[Pose landmark coordinates]
============

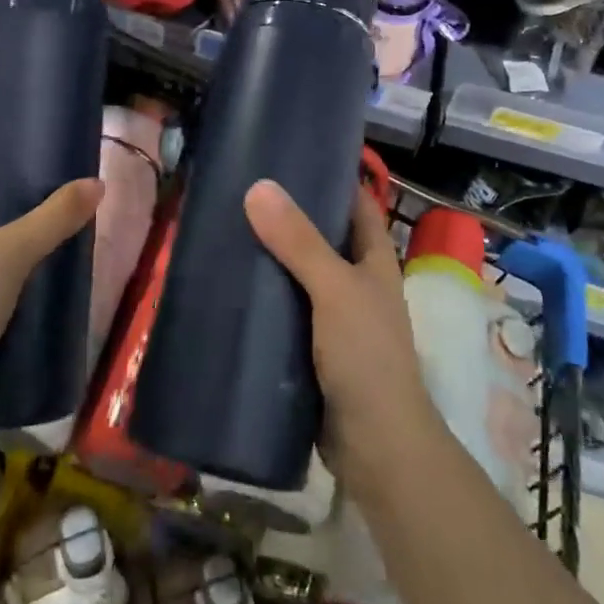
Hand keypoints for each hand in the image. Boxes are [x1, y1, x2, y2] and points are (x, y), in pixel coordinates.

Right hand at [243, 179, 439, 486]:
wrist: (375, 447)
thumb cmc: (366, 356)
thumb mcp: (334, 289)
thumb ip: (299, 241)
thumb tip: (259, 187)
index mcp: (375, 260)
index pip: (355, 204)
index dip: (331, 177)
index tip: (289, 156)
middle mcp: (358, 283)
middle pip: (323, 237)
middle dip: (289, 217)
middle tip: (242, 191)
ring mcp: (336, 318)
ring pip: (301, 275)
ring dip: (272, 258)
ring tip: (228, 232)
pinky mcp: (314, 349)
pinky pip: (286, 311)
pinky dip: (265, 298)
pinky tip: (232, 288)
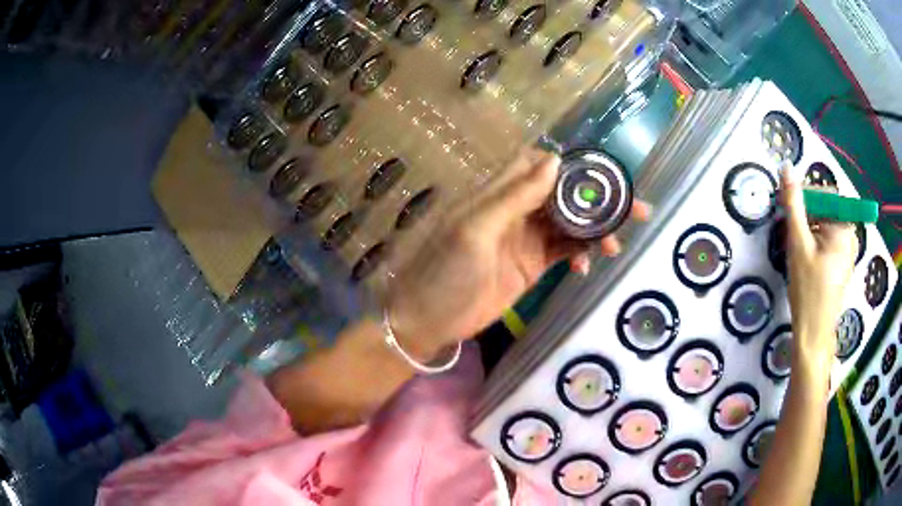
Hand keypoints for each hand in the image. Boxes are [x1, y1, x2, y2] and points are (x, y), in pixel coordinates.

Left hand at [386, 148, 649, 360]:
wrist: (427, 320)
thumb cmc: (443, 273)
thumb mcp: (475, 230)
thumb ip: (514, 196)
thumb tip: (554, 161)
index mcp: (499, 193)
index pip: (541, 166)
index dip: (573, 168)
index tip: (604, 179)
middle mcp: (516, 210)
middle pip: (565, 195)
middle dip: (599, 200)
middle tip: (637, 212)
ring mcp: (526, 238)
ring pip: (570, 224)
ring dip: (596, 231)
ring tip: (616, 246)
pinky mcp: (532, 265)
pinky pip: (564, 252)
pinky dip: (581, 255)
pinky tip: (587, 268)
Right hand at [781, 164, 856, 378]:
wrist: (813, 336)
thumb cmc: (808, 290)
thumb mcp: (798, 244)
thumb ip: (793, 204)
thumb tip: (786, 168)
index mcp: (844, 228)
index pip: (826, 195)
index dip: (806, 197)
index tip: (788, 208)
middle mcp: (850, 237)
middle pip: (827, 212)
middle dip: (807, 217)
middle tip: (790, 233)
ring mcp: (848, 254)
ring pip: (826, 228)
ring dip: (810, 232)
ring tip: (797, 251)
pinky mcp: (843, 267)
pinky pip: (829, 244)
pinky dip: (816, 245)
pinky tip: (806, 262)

============

- **EXERCISE AIM**:
In the entries above, how many lines include the word "thumb"? Only the number should be given.

- **ANSWER AREA**:
12